The MIIT’s draft standard zeroes in on several problems, starting with crash testing. The new rules require impact testing at multiple points along the steering wheel rim — points that don’t exist on a yoke. China’s existing regulation caps the force transferred between the steering wheel and driver at 11,110 Newtons, roughly 2,500 pounds. Loopholes in the 15-year-old rule allowed certain exceptions, and those are being closed.
Then there’s the airbag problem. Regulators argue that yoke-style wheels can’t properly support a fully inflated airbag because there’s no upper rim to hold it in place. Without that structure, a driver’s head could slide past the deployed bag and slam into the steering column or dashboard. According to Chinese authorities, 46 percent of driver injuries in crashes are linked to steering mechanisms.

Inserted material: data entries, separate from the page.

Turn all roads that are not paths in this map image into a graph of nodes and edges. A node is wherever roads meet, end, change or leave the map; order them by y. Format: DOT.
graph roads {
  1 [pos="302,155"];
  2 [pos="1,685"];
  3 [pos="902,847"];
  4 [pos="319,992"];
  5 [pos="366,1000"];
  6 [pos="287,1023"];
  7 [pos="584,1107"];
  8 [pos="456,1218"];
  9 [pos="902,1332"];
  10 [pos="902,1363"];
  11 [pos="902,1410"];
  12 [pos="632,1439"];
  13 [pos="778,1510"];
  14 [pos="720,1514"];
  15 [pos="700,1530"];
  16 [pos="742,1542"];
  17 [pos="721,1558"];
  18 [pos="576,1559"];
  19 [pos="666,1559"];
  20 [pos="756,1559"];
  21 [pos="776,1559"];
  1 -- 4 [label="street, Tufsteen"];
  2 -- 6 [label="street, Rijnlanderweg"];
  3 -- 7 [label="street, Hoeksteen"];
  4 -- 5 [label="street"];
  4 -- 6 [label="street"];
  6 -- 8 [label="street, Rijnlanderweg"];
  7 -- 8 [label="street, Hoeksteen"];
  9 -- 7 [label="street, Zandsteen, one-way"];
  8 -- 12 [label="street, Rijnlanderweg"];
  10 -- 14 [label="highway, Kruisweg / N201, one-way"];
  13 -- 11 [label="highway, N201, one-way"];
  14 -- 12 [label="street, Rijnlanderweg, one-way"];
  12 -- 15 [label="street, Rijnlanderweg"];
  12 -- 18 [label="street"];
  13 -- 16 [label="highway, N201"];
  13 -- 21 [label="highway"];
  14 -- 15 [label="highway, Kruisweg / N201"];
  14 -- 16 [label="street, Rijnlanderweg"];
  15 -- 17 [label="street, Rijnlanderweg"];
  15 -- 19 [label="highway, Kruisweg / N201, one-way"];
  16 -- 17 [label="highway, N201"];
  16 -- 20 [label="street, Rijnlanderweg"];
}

The MIIT also flagged a more mundane but real hazard: the risk of snagging clothing, watches, or jewelry on the protruding thumb rests that most yoke designs feature, including Tesla’s. It sounds trivial until you’re trying to make a quick steering correction at highway speed.
The timing is almost poetic. Tesla’s Model S and Model X, the cars that started the yoke craze, are being pulled from production in 2026 as Elon Musk redirects the company’s focus toward humanoid robots. The Cybertruck still uses a yoke paired with steer-by-wire, but that truck isn’t sold in China anyway.

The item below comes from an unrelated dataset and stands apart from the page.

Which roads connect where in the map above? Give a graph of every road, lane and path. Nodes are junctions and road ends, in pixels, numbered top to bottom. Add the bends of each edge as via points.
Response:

Lexus is caught in the crossfire. The RZ450e offers a yoke-style wheel with steer-by-wire in certain global markets, though the U.S. only gets the traditional round wheel. China’s ban likely ensures the yoke version won’t expand to new markets either, since automakers aren’t going to engineer a feature for a shrinking number of buyers.

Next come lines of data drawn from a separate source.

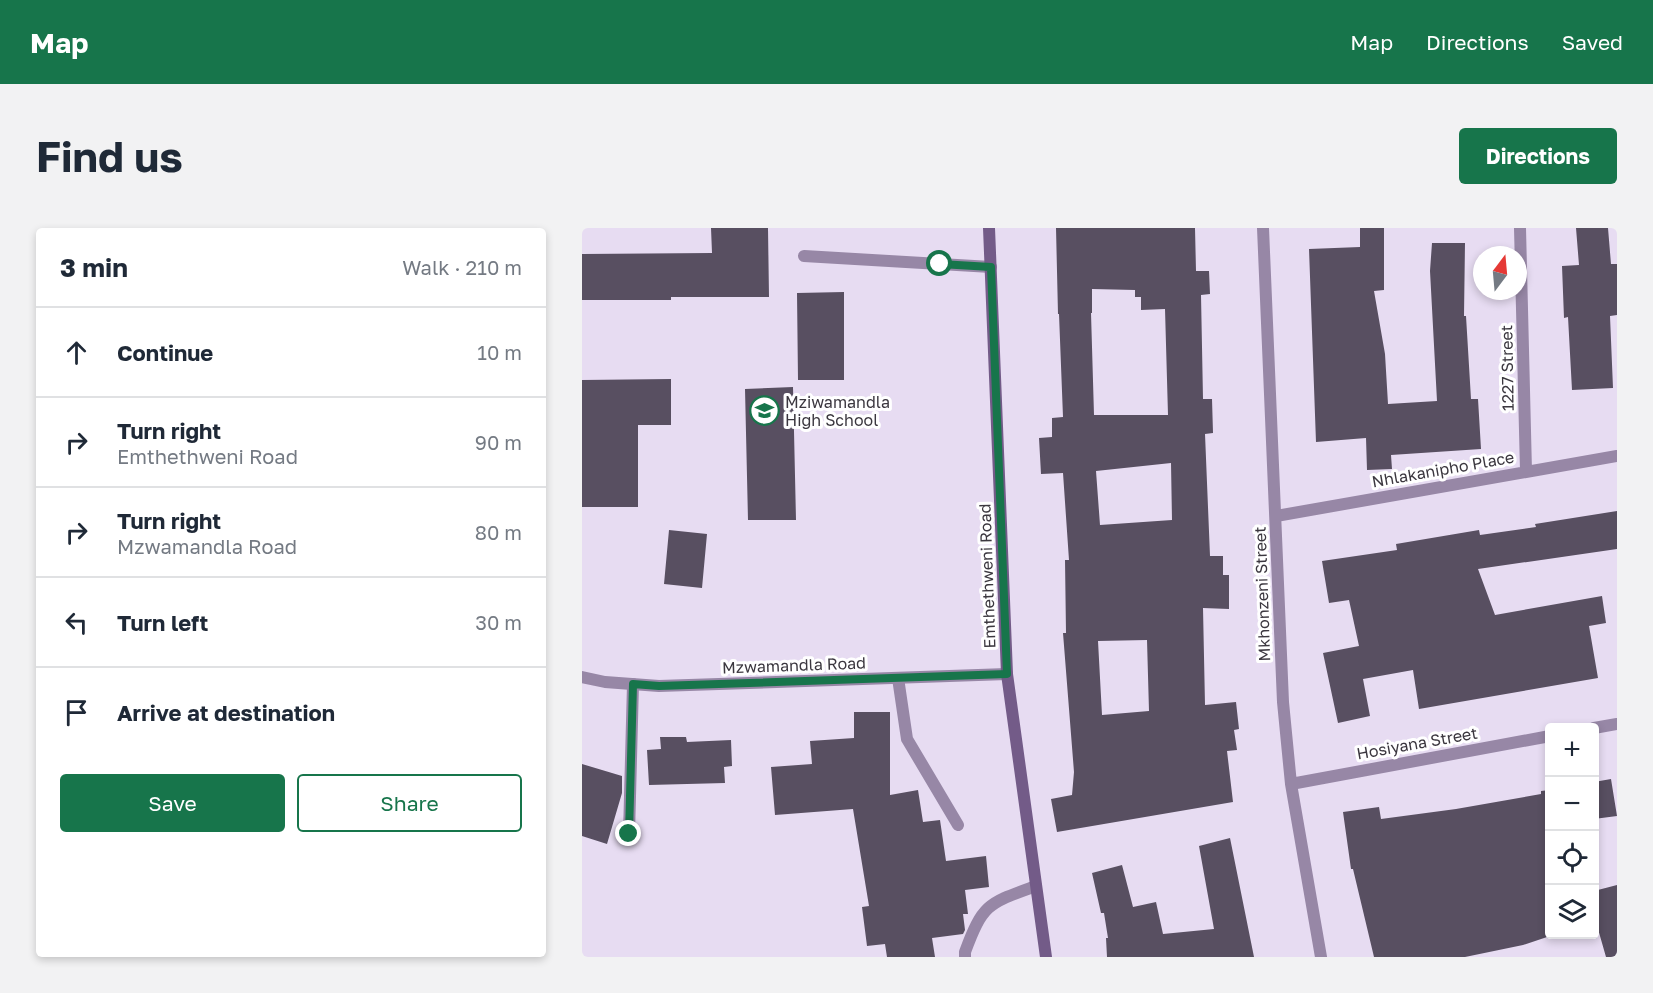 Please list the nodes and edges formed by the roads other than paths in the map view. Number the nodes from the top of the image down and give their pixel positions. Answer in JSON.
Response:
{"nodes":[{"id":1,"x":989,"y":228,"type":"edge"},
{"id":2,"x":1263,"y":228,"type":"edge"},
{"id":3,"x":1520,"y":228,"type":"edge"},
{"id":4,"x":804,"y":256,"type":"dead end"},
{"id":5,"x":991,"y":267,"type":"junction"},
{"id":6,"x":1617,"y":456,"type":"edge"},
{"id":7,"x":1526,"y":471,"type":"junction"},
{"id":8,"x":1276,"y":516,"type":"junction"},
{"id":9,"x":1007,"y":674,"type":"junction"},
{"id":10,"x":582,"y":677,"type":"edge"},
{"id":11,"x":898,"y":678,"type":"junction"},
{"id":12,"x":633,"y":684,"type":"junction"},
{"id":13,"x":1617,"y":723,"type":"edge"},
{"id":14,"x":1599,"y":727,"type":"edge"},
{"id":15,"x":1545,"y":737,"type":"edge"},
{"id":16,"x":1291,"y":783,"type":"junction"},
{"id":17,"x":958,"y":825,"type":"dead end"},
{"id":18,"x":629,"y":834,"type":"dead end"},
{"id":19,"x":1036,"y":886,"type":"junction"},
{"id":20,"x":965,"y":957,"type":"edge"},
{"id":21,"x":1046,"y":957,"type":"edge"},
{"id":22,"x":1321,"y":957,"type":"edge"}],
"edges":[{"from":1,"to":5,"type":"street","name":"Emthethweni Road"},
{"from":2,"to":8,"type":"street","name":"Mkhonzeni Street"},
{"from":3,"to":7,"type":"street","name":"1227 Street"},
{"from":4,"to":5,"type":"street"},
{"from":5,"to":9,"type":"street","name":"Emthethweni Road"},
{"from":6,"to":7,"type":"street","name":"Nhlakanipho Place"},
{"from":7,"to":8,"type":"street","name":"Nhlakanipho Place"},
{"from":8,"to":16,"type":"street","name":"Mkhonzeni Street"},
{"from":9,"to":11,"type":"street","name":"Mzwamandla Road"},
{"from":9,"to":19,"type":"street","name":"Emthethweni Road"},
{"from":10,"to":12,"type":"street","name":"Mzwamandla Road"},
{"from":11,"to":12,"type":"street","name":"Mzwamandla Road"},
{"from":11,"to":17,"type":"street"},
{"from":12,"to":18,"type":"street"},
{"from":13,"to":14,"type":"street"},
{"from":15,"to":16,"type":"street","name":"Hosiyana Street"},
{"from":16,"to":22,"type":"street","name":"Mkhonzeni Street"},
{"from":19,"to":20,"type":"street"},
{"from":19,"to":21,"type":"street","name":"Emthethweni Road"}]} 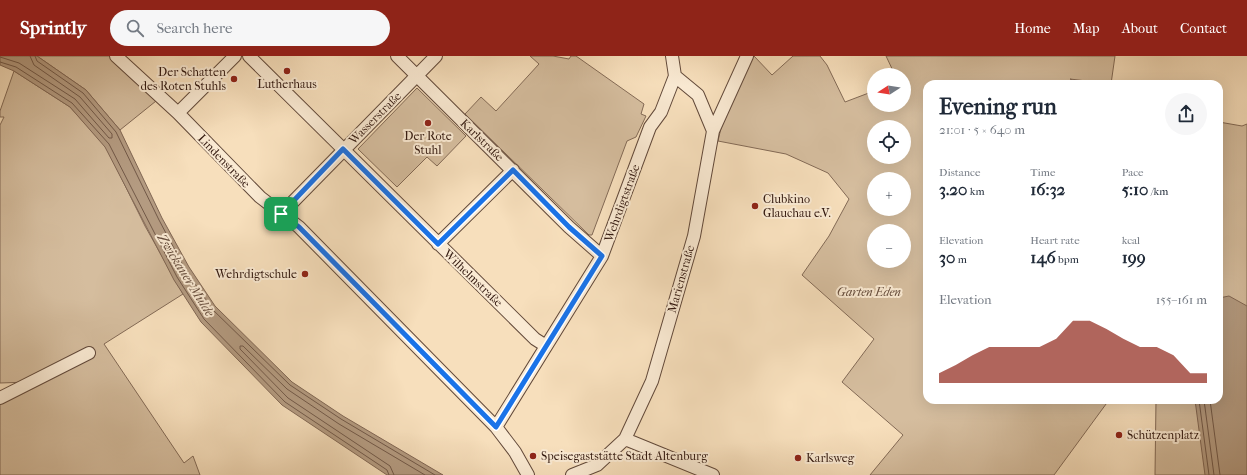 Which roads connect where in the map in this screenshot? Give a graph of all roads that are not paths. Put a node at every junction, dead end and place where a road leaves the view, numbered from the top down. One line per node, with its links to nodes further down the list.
1 (116, 56): 10 (street, Lindenstraße)
2 (235, 56): 10 (street)
3 (249, 56): 12 (street, Wilhelmstraße)
4 (396, 56): 8 (street, Karlstraße)
5 (436, 56): 8 (street, Wasserstraße)
6 (672, 56): 9 (street)
7 (748, 56): 11 (street, Marienstraße)
8 (417, 76): 12 (street, Wasserstraße); 13 (street, Karlstraße)
9 (675, 76): 11 (street); 16 (street, Wehrdigtstraße)
10 (178, 113): 14 (street, Lindenstraße)
11 (713, 131): 21 (street, Marienstraße)
12 (343, 149): 14 (street, Wasserstraße); 15 (street, Wilhelmstraße)
13 (513, 170): 15 (street); 16 (street, Karlstraße)
14 (281, 214): 20 (street, Lindenstraße)
15 (438, 244): 17 (street, Wilhelmstraße)
16 (602, 256): 17 (street, Wehrdigtstraße)
17 (546, 346): 20 (street, Wehrdigtstraße)
18 (89, 353): 19 (street)
19 (0, 398)
20 (496, 427): 22 (street, Lindenstraße)
21 (625, 438): 23 (street, Marienstraße); 24 (street)
22 (528, 475)
23 (572, 475)
24 (713, 475)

Because China is the world’s largest car market, this regulation carries weight far beyond its borders. Any manufacturer considering a yoke for future models now has to reckon with the fact that the biggest customer pool on earth won’t allow it. That math alone could kill the design globally.
Existing vehicles already approved for sale in China with yoke-style wheels will get a 13-month grace period after the January 2027 deadline. After that, the half-wheel joins flush door handles on China’s growing list of banned automotive novelties.
No similar regulation exists in the United States, but it may not need to. With Tesla winding down the models that made the yoke famous, and China slamming the door shut, the controversial steering wheel design appears to be heading for extinction — not with a dramatic crash, but with a quiet regulatory whimper.